We see confirmation bias come up a lot when we’re engaging in social conversations. When we’re presented with someone else’s standpoint or argument or opinion and it’s different to our own, we’re really quite adept at spotting the weaknesses. Curiously, the position that I’m finding is that I’m most blind about the weaknesses of my own arguments.

Thirdly, I’m still an avoider at heart. And despite the amount of information available to us, we are even more likely to only seek out the information supporting our versions of reality. And ignore the stuff we don't want to engage with. 

Going into this challenge I thought that I’d be a seeker of all types of new information. But I reckon that there is heaps of stuff that I am actively avoiding just in case it affects my sense of well being in some way.

Like, climate change.

I have a massive blind spot when it comes to all things climate change. I am by all means not a denier. I’m certain it is happening. But if I let myself think too much about the potential of global warming and what this means in the next ten, fifty, one hundred years … well, then it’s panic stations. I start to feel incredibly insignificant, disillusioned and overwhelmed. And it’s hard to know what to do. This is a problem, because I reckon if I did know a bit more about it, I would compost more.

I think we’ve all got blind spots. I spoke to a friend about this and she mentioned she had to switch the channel on the news whenever a story came on about sexual assault. That was her blind spot.

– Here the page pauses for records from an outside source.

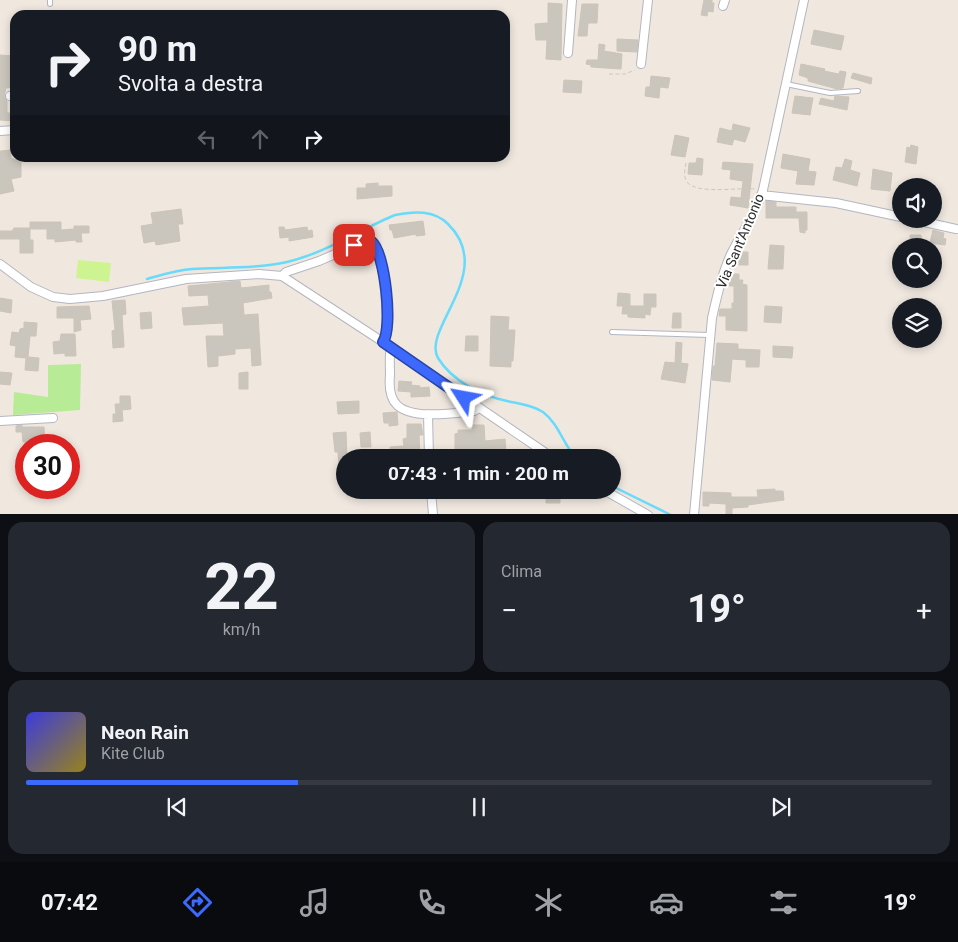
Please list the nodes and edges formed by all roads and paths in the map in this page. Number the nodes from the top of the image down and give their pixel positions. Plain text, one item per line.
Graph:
1 (572, 0) edge
2 (648, 0) edge
3 (804, 0) edge
4 (568, 53) dead end
5 (641, 64) joint
6 (609, 74) dead end
7 (786, 84) junction
8 (858, 91) dead end
9 (686, 163) dead end
10 (762, 192) junction
11 (892, 215) edge
12 (942, 226) edge
13 (956, 229) dead end
14 (0, 264) edge
15 (282, 276) junction
16 (612, 332) dead end
17 (710, 334) junction
18 (383, 342) junction
19 (391, 348) junction
20 (479, 408) junction
21 (428, 414) junction
22 (53, 418) dead end
23 (0, 421) edge
24 (429, 449) edge
25 (540, 449) edge
26 (431, 499) edge
27 (620, 499) edge
28 (432, 514) edge
29 (648, 514) edge
30 (694, 514) edge

1 - 4 street
2 - 5 street
3 - 7 street, Via Sant'Antonio
5 - 6 path
7 - 8 lane
7 - 10 street, Via Sant'Antonio
9 - 10 path
10 - 11 street
10 - 17 street, Via Sant'Antonio
12 - 13 street
14 - 15 street
15 - 18 street
15 - 18 street
16 - 17 lane
17 - 30 street, Via Sant'Antonio
18 - 19 street
19 - 20 street
19 - 21 street
20 - 21 street
20 - 25 street
21 - 24 street
22 - 23 street
26 - 28 street
27 - 29 street

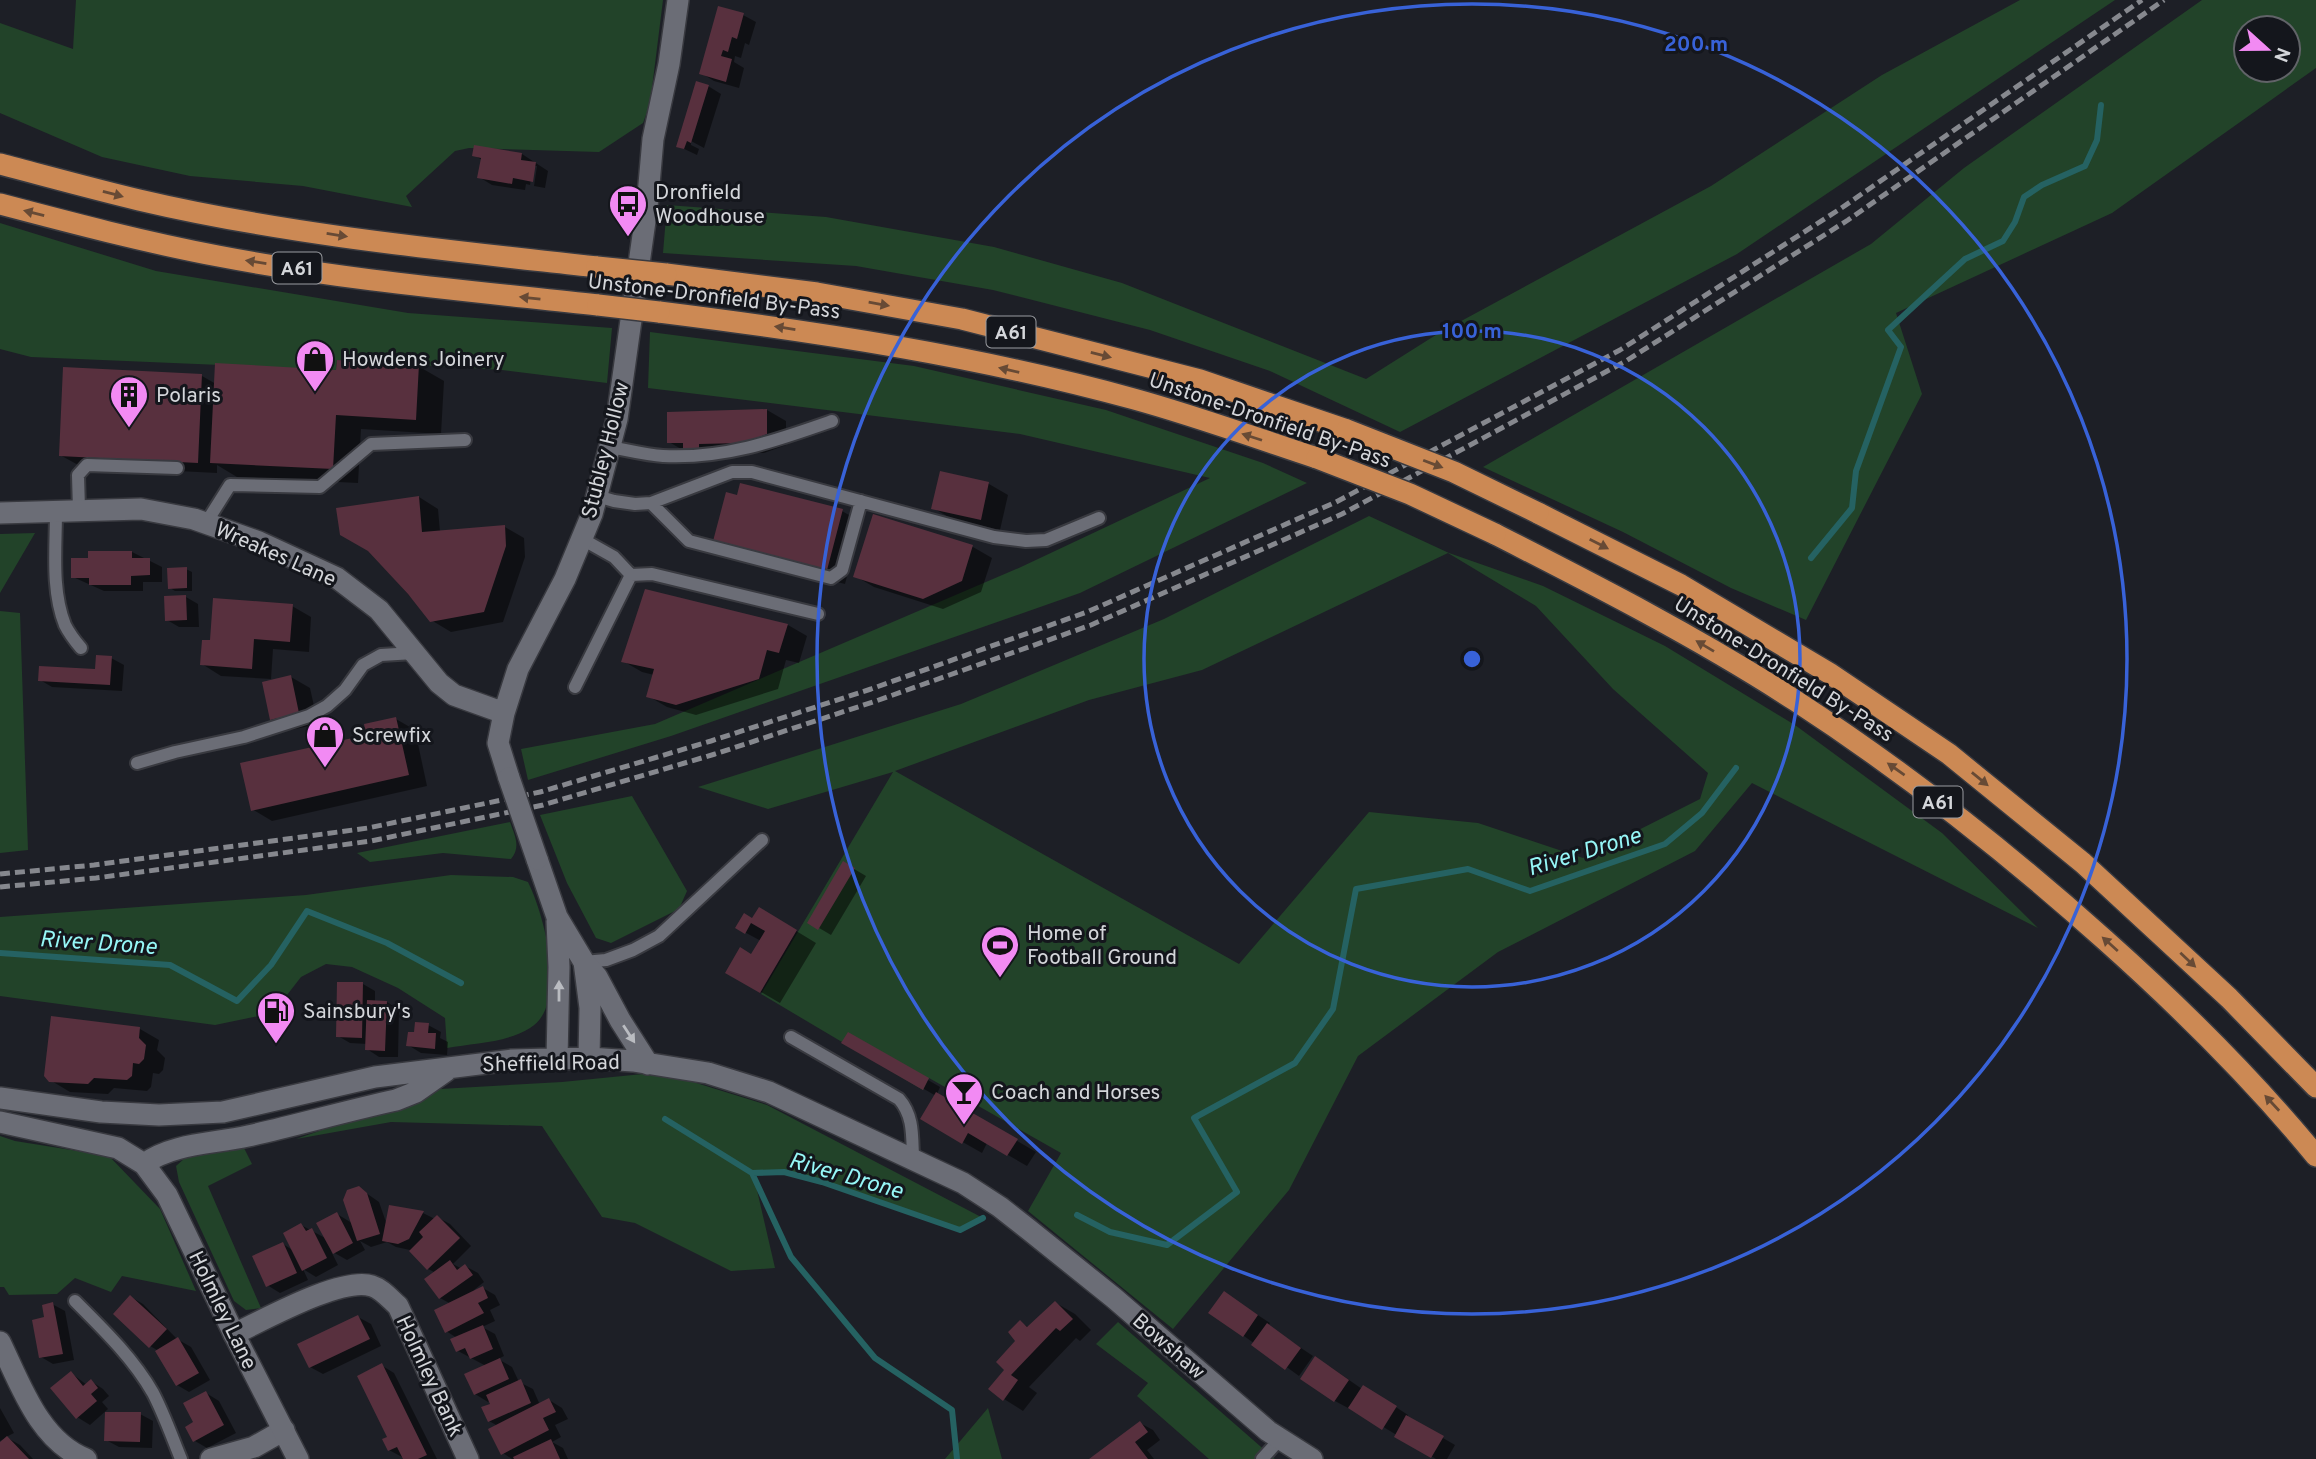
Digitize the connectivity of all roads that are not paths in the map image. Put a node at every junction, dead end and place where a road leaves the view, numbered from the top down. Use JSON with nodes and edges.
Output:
{"nodes":[{"id":1,"x":678,"y":0,"type":"edge"},
{"id":2,"x":0,"y":164,"type":"edge"},
{"id":3,"x":0,"y":204,"type":"edge"},
{"id":4,"x":831,"y":421,"type":"dead end"},
{"id":5,"x":465,"y":440,"type":"dead end"},
{"id":6,"x":610,"y":447,"type":"junction"},
{"id":7,"x":177,"y":468,"type":"dead end"},
{"id":8,"x":597,"y":496,"type":"junction"},
{"id":9,"x":861,"y":501,"type":"junction"},
{"id":10,"x":651,"y":503,"type":"junction"},
{"id":11,"x":79,"y":510,"type":"junction"},
{"id":12,"x":56,"y":511,"type":"junction"},
{"id":13,"x":0,"y":513,"type":"edge"},
{"id":14,"x":1099,"y":518,"type":"dead end"},
{"id":15,"x":206,"y":523,"type":"junction"},
{"id":16,"x":582,"y":539,"type":"junction"},
{"id":17,"x":631,"y":575,"type":"junction"},
{"id":18,"x":818,"y":614,"type":"dead end"},
{"id":19,"x":80,"y":648,"type":"dead end"},
{"id":20,"x":414,"y":653,"type":"junction"},
{"id":21,"x":575,"y":687,"type":"dead end"},
{"id":22,"x":504,"y":713,"type":"junction"},
{"id":23,"x":136,"y":763,"type":"dead end"},
{"id":24,"x":762,"y":840,"type":"dead end"},
{"id":25,"x":557,"y":917,"type":"junction"},
{"id":26,"x":584,"y":962,"type":"junction"},
{"id":27,"x":791,"y":1037,"type":"dead end"},
{"id":28,"x":590,"y":1058,"type":"junction"},
{"id":29,"x":557,"y":1059,"type":"junction"},
{"id":30,"x":648,"y":1064,"type":"junction"},
{"id":31,"x":448,"y":1070,"type":"junction"},
{"id":32,"x":2316,"y":1087,"type":"edge"},
{"id":33,"x":0,"y":1098,"type":"edge"},
{"id":34,"x":0,"y":1122,"type":"edge"},
{"id":35,"x":2316,"y":1156,"type":"edge"},
{"id":36,"x":913,"y":1158,"type":"junction"},
{"id":37,"x":144,"y":1164,"type":"junction"},
{"id":38,"x":1028,"y":1229,"type":"joint"},
{"id":39,"x":75,"y":1301,"type":"dead end"},
{"id":40,"x":234,"y":1334,"type":"junction"},
{"id":41,"x":0,"y":1342,"type":"edge"},
{"id":42,"x":284,"y":1430,"type":"junction"},
{"id":43,"x":1280,"y":1438,"type":"junction"},
{"id":44,"x":86,"y":1459,"type":"edge"},
{"id":45,"x":181,"y":1459,"type":"edge"},
{"id":46,"x":211,"y":1459,"type":"edge"},
{"id":47,"x":298,"y":1459,"type":"edge"},
{"id":48,"x":468,"y":1459,"type":"edge"},
{"id":49,"x":1262,"y":1459,"type":"edge"},
{"id":50,"x":1312,"y":1459,"type":"edge"}],
"edges":[{"from":1,"to":6,"type":"main road","name":"Stubley Hollow"},
{"from":2,"to":32,"type":"highway","name":"Unstone-Dronfield By-Pass","number":"A61","one_way":true,"bridge":true},
{"from":35,"to":3,"type":"highway","name":"Unstone-Dronfield By-Pass","number":"A61","one_way":true,"bridge":true},
{"from":4,"to":6,"type":"lane"},
{"from":5,"to":15,"type":"lane"},
{"from":6,"to":8,"type":"main road","name":"Stubley Hollow"},
{"from":7,"to":11,"type":"lane"},
{"from":8,"to":10,"type":"lane"},
{"from":8,"to":16,"type":"main road","name":"Stubley Hollow"},
{"from":9,"to":10,"type":"lane"},
{"from":9,"to":10,"type":"lane"},
{"from":9,"to":14,"type":"lane"},
{"from":11,"to":12,"type":"main road","name":"Wreakes Lane"},
{"from":11,"to":15,"type":"main road","name":"Wreakes Lane"},
{"from":12,"to":13,"type":"main road","name":"Wreakes Lane"},
{"from":12,"to":19,"type":"lane"},
{"from":15,"to":20,"type":"main road","name":"Wreakes Lane"},
{"from":16,"to":17,"type":"lane"},
{"from":16,"to":22,"type":"main road","name":"Stubley Hollow"},
{"from":17,"to":18,"type":"lane"},
{"from":17,"to":21,"type":"lane"},
{"from":20,"to":22,"type":"main road","name":"Wreakes Lane"},
{"from":20,"to":23,"type":"lane"},
{"from":22,"to":25,"type":"main road","name":"Stubley Hollow","bridge":true},
{"from":24,"to":26,"type":"lane"},
{"from":25,"to":26,"type":"main road","name":"Stubley Hollow"},
{"from":29,"to":25,"type":"main road","name":"Stubley Hollow","one_way":true},
{"from":26,"to":28,"type":"main road","name":"Stubley Hollow"},
{"from":26,"to":30,"type":"main road","name":"Stubley Hollow","one_way":true},
{"from":27,"to":36,"type":"lane"},
{"from":28,"to":29,"type":"main road","name":"Sheffield Road"},
{"from":28,"to":30,"type":"main road","name":"Sheffield Road"},
{"from":29,"to":31,"type":"main road","name":"Sheffield Road"},
{"from":30,"to":36,"type":"main road","name":"Sheffield Road"},
{"from":31,"to":33,"type":"main road","name":"Sheffield Road"},
{"from":31,"to":37,"type":"main road"},
{"from":34,"to":37,"type":"main road","name":"Holmley Lane"},
{"from":36,"to":38,"type":"main road","name":"Sheffield Road"},
{"from":37,"to":40,"type":"main road","name":"Holmley Lane"},
{"from":38,"to":43,"type":"main road","name":"Bowshaw"},
{"from":39,"to":45,"type":"lane"},
{"from":40,"to":42,"type":"main road","name":"Holmley Lane"},
{"from":40,"to":48,"type":"main road","name":"Holmley Bank"},
{"from":41,"to":44,"type":"main road"},
{"from":42,"to":46,"type":"main road"},
{"from":42,"to":47,"type":"main road","name":"Holmley Lane"},
{"from":43,"to":49,"type":"lane"},
{"from":43,"to":50,"type":"main road","name":"Bowshaw"}]}
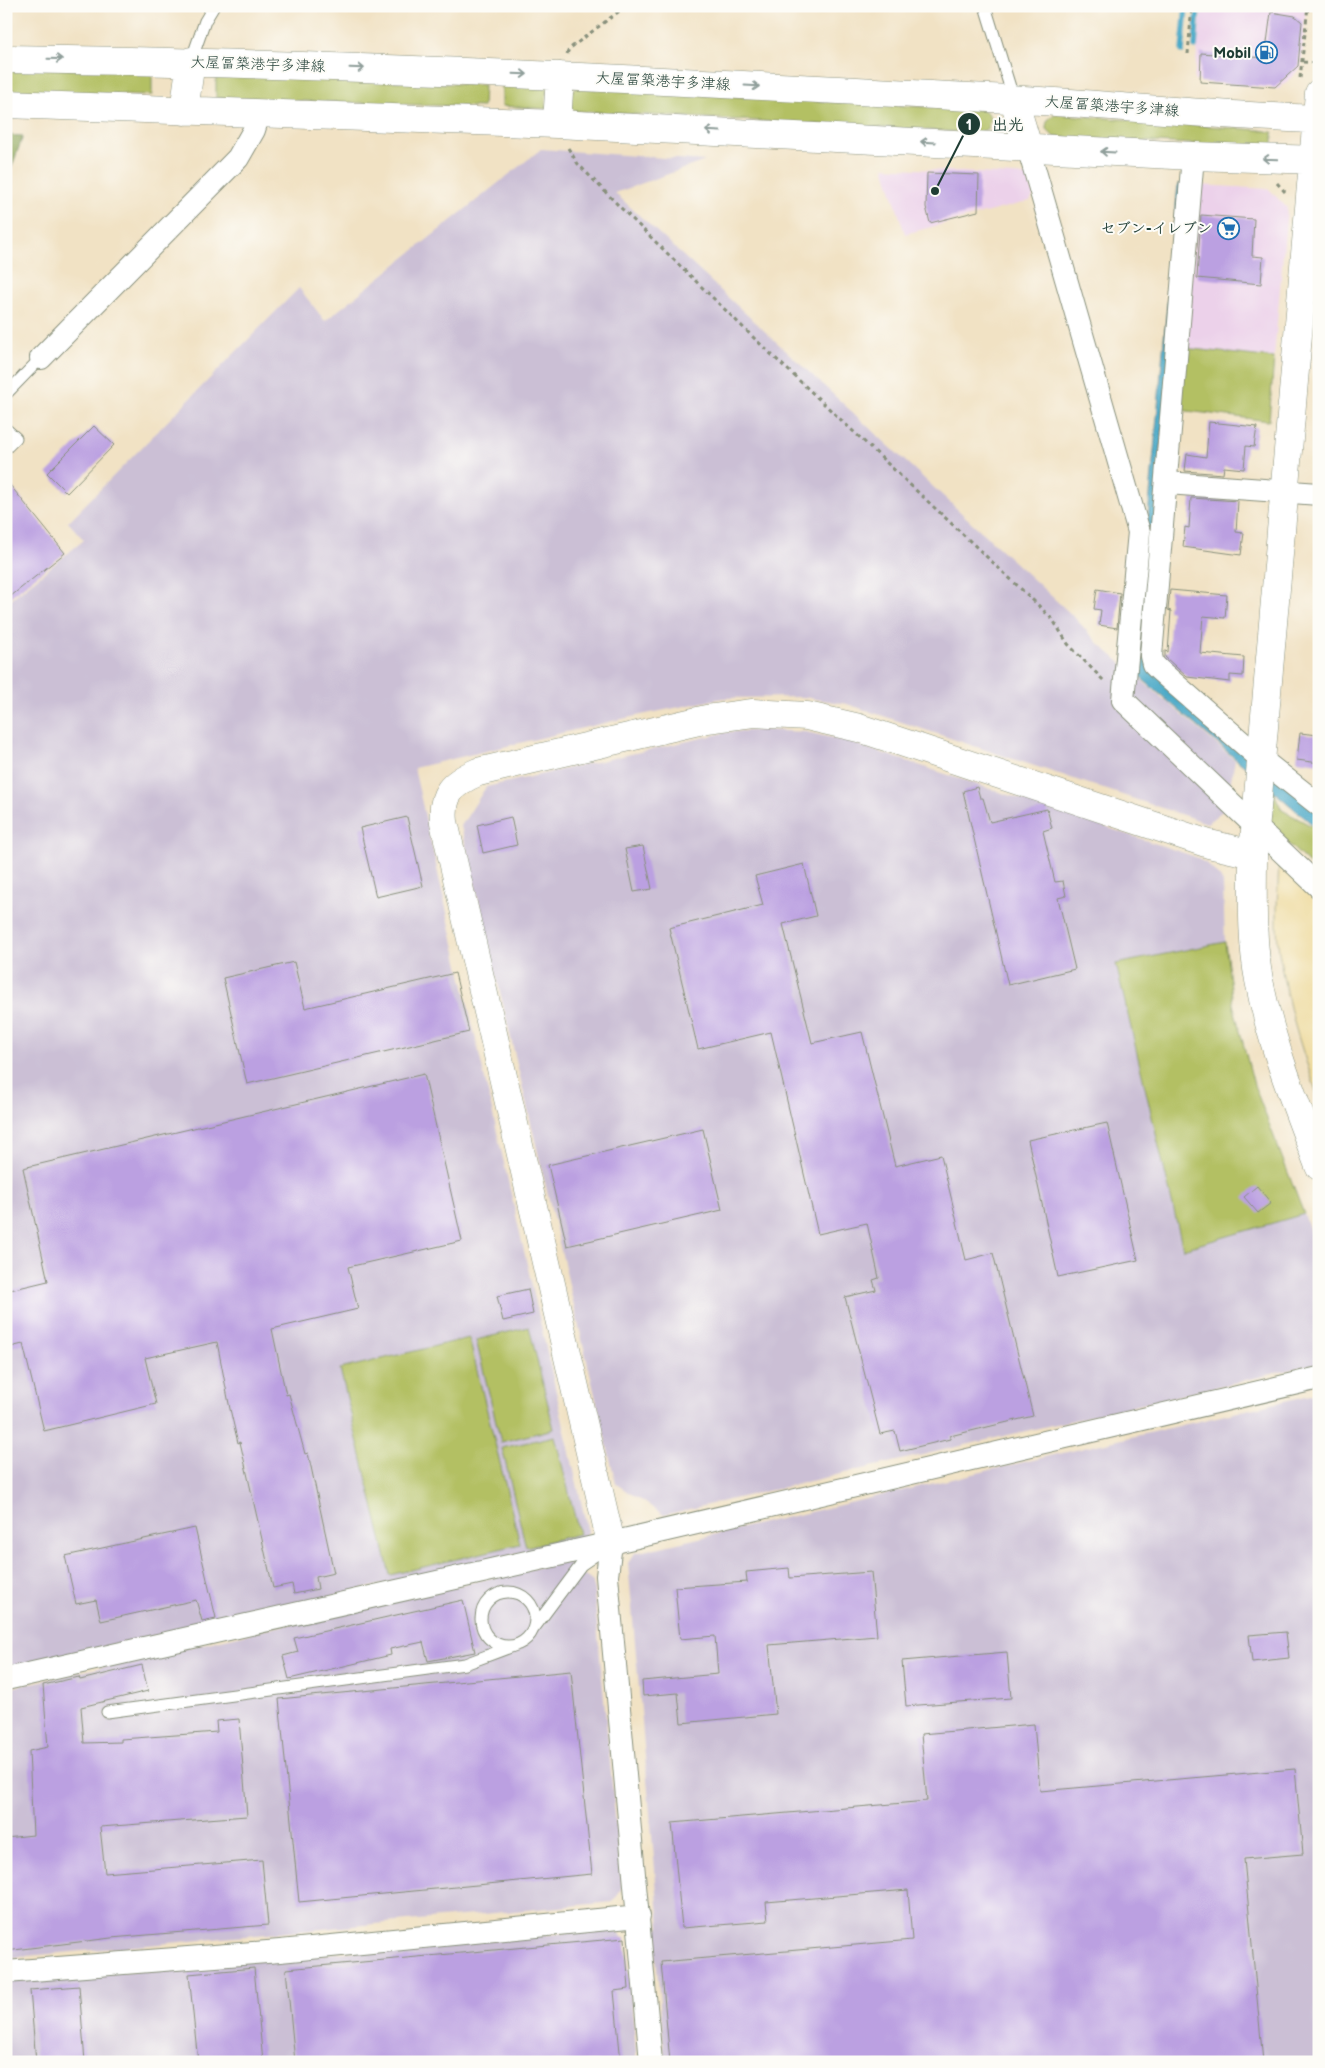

Information avoidance might help in some cases and we all do this in several ways. But what I seem to be doing is avoiding information because it might be painful to receive, despite the information being something that could help me to make better decisions.

So, that’s my six-month curiosity update. To summarise, the only thing I have learnt from being more curious thus far, is how difficult I find being curious. And whilst identifying barriers is good, let's hope in the next six months there is a bit more cultivation of curiosity.